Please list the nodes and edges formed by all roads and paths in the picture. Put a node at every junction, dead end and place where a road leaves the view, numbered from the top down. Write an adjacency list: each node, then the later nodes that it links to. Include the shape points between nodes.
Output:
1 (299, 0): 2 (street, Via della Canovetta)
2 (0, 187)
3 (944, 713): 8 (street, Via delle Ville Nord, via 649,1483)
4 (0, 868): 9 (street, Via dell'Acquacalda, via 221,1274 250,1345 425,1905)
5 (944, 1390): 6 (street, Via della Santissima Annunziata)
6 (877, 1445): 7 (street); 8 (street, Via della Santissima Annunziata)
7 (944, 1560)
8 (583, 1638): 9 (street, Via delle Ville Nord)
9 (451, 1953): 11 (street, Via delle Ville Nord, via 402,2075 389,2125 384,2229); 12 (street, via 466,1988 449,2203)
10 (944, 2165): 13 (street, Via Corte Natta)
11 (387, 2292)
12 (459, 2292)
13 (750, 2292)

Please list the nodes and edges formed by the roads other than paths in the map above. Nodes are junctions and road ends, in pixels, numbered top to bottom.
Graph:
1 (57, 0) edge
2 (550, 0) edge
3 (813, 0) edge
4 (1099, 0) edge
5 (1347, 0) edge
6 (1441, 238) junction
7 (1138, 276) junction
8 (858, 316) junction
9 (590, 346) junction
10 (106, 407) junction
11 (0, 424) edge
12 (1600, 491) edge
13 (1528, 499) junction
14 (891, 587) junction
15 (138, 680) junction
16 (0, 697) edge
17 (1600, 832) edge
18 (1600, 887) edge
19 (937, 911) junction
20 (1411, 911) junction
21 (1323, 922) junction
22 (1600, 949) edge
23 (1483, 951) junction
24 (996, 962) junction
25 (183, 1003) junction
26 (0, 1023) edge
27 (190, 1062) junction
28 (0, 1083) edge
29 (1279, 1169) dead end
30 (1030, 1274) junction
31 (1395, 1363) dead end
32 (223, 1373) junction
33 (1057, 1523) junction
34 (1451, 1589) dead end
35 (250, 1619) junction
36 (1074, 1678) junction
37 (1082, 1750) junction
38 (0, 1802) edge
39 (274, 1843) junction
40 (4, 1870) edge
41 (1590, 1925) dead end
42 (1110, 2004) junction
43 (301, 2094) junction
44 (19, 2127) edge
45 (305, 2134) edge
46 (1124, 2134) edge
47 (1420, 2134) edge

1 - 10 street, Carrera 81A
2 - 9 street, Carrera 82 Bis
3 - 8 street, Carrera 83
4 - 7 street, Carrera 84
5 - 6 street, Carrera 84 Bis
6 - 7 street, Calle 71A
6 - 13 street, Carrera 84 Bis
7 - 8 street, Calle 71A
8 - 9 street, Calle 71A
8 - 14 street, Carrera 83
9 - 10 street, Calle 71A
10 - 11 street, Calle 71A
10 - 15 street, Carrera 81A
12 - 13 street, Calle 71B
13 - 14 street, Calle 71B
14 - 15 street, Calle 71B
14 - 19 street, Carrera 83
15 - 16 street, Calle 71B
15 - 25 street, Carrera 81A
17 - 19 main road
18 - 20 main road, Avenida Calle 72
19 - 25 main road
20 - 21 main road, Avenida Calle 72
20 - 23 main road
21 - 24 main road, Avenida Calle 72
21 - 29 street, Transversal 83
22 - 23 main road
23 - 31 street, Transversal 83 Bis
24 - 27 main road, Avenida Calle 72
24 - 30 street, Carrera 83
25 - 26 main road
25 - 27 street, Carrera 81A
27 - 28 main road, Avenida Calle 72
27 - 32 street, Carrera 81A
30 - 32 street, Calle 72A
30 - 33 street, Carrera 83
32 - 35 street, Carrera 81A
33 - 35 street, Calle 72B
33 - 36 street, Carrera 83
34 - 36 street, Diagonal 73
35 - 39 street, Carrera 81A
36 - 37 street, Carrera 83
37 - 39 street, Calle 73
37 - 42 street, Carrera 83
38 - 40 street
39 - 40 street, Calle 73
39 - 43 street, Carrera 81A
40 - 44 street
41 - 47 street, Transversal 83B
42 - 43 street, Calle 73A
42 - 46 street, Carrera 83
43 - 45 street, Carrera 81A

==============================

#### TASK TO CARRY OUT:
Find all the lines containing "Transversal" in the material, then copy them.

#### TASK SOLUTION:
21 - 29 street, Transversal 83
23 - 31 street, Transversal 83 Bis
41 - 47 street, Transversal 83B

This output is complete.